Databricks

Orianh · ‎06-06-2022

Hey guys,

I'm trying to create a job via databricks cli, This job is going to use a wheell file that I already upload to dbfs and exported from this package the entry point that needed for the job.

In the UI I can see that the job has been created, But when I'm trying to run this job Im getting an error that i need Manage access in order to install libraries on a cluster( Cluster scooped libraries) .

My questions are -

Is there a way to create a job via databricks cli and to install packages but in a Notebook scooped manner? ( Without getting a Manage access for a cluster)
Let's say instead of using existing cluster, while creating the job i will create a new cluster - should there be any problems to install libraries with this way?

my job_config.json file:

{
  "name": "test_databricks_cli_jobs",
  "tasks": [
    {"task_key": "Test_train_entrypoint",
      "description": "test print in train entrypoint",
      "depends_on": [],
      "existing_cluster_id": "Myicluster-id",
      "python_wheel_task": {
        "package_name":  "testpack",
        "entry_point": "train",
        "parameters": ["Random", "This is a test message"]
      },
      "libraries": [
      {"whl": "/dbfs/FileStore/jars/test/testpack-0.0.1-py3-none-any.whl"}
  ]
 
    }
  ]
 
}

command to deploy the job:

databricks jobs create --json-file job_config.json --version=2.1

Hope some one can help me.

Thanks!

Orianh · ‎06-13-2022

Hey Kaniz, Sorry for the late response.

I think i figured it out, Databricks pass parameters to entry point via cmd.

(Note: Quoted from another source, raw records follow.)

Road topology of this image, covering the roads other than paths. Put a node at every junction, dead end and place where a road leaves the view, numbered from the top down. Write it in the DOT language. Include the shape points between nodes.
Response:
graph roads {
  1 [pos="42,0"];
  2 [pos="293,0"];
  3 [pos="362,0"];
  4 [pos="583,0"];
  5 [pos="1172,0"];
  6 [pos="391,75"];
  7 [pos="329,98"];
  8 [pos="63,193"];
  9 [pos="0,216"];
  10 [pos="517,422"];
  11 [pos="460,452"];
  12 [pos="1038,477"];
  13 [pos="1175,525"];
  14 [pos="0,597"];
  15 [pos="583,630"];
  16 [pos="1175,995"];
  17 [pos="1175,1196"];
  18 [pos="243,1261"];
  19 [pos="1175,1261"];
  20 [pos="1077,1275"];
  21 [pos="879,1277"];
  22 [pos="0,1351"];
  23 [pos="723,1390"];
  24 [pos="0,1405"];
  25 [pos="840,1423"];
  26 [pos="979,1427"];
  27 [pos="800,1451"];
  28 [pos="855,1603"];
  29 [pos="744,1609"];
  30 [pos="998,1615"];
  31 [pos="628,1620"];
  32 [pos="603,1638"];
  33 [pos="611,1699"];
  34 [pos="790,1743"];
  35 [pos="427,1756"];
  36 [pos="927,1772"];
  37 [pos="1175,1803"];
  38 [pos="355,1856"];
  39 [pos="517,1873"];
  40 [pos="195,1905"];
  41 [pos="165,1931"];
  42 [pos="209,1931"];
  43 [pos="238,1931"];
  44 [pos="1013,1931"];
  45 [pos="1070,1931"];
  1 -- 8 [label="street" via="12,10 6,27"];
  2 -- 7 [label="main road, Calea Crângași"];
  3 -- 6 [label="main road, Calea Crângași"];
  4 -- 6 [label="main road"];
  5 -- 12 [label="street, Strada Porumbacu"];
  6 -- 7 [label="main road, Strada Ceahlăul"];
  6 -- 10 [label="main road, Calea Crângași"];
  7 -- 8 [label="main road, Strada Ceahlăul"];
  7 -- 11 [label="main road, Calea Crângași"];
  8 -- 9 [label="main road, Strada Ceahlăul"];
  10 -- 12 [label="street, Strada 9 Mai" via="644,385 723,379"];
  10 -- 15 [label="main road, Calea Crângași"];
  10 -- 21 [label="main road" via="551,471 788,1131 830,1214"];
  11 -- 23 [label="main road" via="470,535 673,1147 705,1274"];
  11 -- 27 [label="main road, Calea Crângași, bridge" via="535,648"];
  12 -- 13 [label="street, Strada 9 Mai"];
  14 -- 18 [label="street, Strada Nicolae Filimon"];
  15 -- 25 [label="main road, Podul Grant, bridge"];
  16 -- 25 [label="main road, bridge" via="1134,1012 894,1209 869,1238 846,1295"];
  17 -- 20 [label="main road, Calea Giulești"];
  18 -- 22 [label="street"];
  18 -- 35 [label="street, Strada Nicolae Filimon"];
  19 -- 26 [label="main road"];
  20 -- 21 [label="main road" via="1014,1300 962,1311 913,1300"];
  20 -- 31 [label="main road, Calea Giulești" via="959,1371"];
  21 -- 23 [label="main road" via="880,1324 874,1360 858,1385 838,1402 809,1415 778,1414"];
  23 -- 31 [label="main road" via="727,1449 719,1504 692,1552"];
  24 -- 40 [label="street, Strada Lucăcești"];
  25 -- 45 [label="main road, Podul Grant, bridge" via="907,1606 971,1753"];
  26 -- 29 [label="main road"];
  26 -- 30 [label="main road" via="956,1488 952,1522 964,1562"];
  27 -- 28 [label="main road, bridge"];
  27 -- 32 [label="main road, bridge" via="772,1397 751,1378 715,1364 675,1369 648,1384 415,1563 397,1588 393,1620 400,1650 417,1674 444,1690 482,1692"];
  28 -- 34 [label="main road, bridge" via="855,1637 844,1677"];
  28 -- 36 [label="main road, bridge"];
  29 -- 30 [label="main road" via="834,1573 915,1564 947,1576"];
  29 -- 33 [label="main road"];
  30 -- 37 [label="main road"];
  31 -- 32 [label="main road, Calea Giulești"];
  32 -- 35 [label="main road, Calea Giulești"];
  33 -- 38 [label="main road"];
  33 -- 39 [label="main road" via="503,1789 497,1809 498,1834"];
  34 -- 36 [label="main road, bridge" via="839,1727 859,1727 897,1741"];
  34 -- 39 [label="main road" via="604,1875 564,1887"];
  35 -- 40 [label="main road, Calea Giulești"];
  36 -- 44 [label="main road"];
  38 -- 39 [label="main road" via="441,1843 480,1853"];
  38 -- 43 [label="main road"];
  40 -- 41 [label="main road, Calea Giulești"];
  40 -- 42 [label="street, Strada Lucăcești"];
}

There is two ways to set an entry point for a job -

1) Using entry point in setup.py - like Vivian mentioned in the above answer.

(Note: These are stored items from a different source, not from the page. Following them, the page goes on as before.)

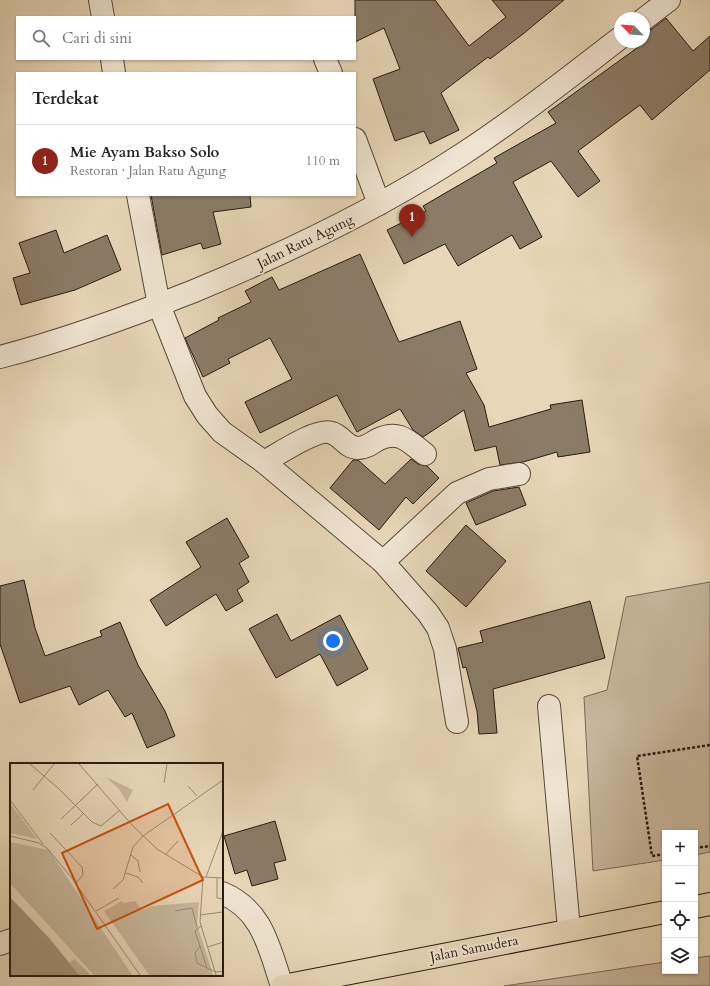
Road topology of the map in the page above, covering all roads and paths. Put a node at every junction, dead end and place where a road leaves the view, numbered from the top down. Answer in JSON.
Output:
{"nodes":[{"id":1,"x":100,"y":0,"type":"edge"},
{"id":2,"x":669,"y":0,"type":"edge"},
{"id":3,"x":650,"y":14,"type":"edge"},
{"id":4,"x":103,"y":16,"type":"edge"},
{"id":5,"x":614,"y":43,"type":"edge"},
{"id":6,"x":112,"y":60,"type":"edge"},
{"id":7,"x":325,"y":60,"type":"edge"},
{"id":8,"x":114,"y":72,"type":"edge"},
{"id":9,"x":331,"y":72,"type":"edge"},
{"id":10,"x":356,"y":142,"type":"edge"},
{"id":11,"x":138,"y":196,"type":"edge"},
{"id":12,"x":379,"y":204,"type":"junction"},
{"id":13,"x":159,"y":305,"type":"junction"},
{"id":14,"x":0,"y":358,"type":"edge"},
{"id":15,"x":425,"y":454,"type":"dead end"},
{"id":16,"x":264,"y":462,"type":"junction"},
{"id":17,"x":519,"y":474,"type":"dead end"},
{"id":18,"x":383,"y":562,"type":"junction"},
{"id":19,"x":549,"y":706,"type":"dead end"},
{"id":20,"x":457,"y":722,"type":"dead end"},
{"id":21,"x":710,"y":745,"type":"edge"},
{"id":22,"x":710,"y":846,"type":"edge"},
{"id":23,"x":698,"y":848,"type":"edge"},
{"id":24,"x":662,"y":854,"type":"edge"},
{"id":25,"x":223,"y":892,"type":"edge"},
{"id":26,"x":710,"y":904,"type":"edge"},
{"id":27,"x":698,"y":906,"type":"edge"},
{"id":28,"x":662,"y":913,"type":"edge"},
{"id":29,"x":569,"y":929,"type":"junction"},
{"id":30,"x":10,"y":940,"type":"edge"},
{"id":31,"x":0,"y":944,"type":"edge"},
{"id":32,"x":282,"y":986,"type":"edge"}],
"edges":[{"from":1,"to":4,"type":"street"},
{"from":2,"to":3,"type":"street"},
{"from":5,"to":12,"type":"street","name":"Jalan Ratu Agung"},
{"from":6,"to":8,"type":"street"},
{"from":7,"to":9,"type":"street"},
{"from":10,"to":12,"type":"street"},
{"from":11,"to":13,"type":"street"},
{"from":12,"to":13,"type":"street","name":"Jalan Ratu Agung"},
{"from":13,"to":14,"type":"street","name":"Jalan Ratu Agung"},
{"from":13,"to":16,"type":"street"},
{"from":15,"to":16,"type":"street"},
{"from":16,"to":18,"type":"street"},
{"from":17,"to":18,"type":"street"},
{"from":18,"to":20,"type":"street"},
{"from":19,"to":29,"type":"street"},
{"from":21,"to":24,"type":"path"},
{"from":22,"to":23,"type":"path"},
{"from":25,"to":32,"type":"street"},
{"from":26,"to":27,"type":"main road"},
{"from":28,"to":29,"type":"main road","name":"Jalan Samudera"},
{"from":29,"to":32,"type":"main road","name":"Jalan Samudera"},
{"from":30,"to":31,"type":"street"}]}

2) export function from init file of the package ( e.g. from .main import func)

Those two approaches must don't get any parameters, the parameters passed via cmd so you can get the params using argparser or from sys.argv

View solution in original post

Kaniz · ‎06-07-2022

Hi @orian hindi, You run Databricks jobs CLI subcommands by appending them to Databricks jobs,

and Databricks job runs CLI subcommands by appending them to Databricks runs. For Databricks job run..., see the Runs CLI.

Important:-

The Databricks jobs CLI supports calls to two versions of the Databricks Jobs REST API: versions 2.1 and 2.0. Version 2.1 supports orchestration of jobs with multiple tasks; see Workflows with assignments and Jobs API updates.

Databricks recommends that you call version 2.1 unless you have legacy scripts that rely on version 2.0 and cannot be migrated.

Unless otherwise specified, the programmatic behaviors described in this article apply equally to versions 2.1 and 2.0.

There are two methods for installing notebook-scoped libraries:

Run the %pip magic command in a notebook. The %pip command is supported on Databricks Runtime 7.1 and above and on Databricks Runtime 6.4 ML and above. Databricks recommends using this approach for new workloads. This article describes how to use these magic commands.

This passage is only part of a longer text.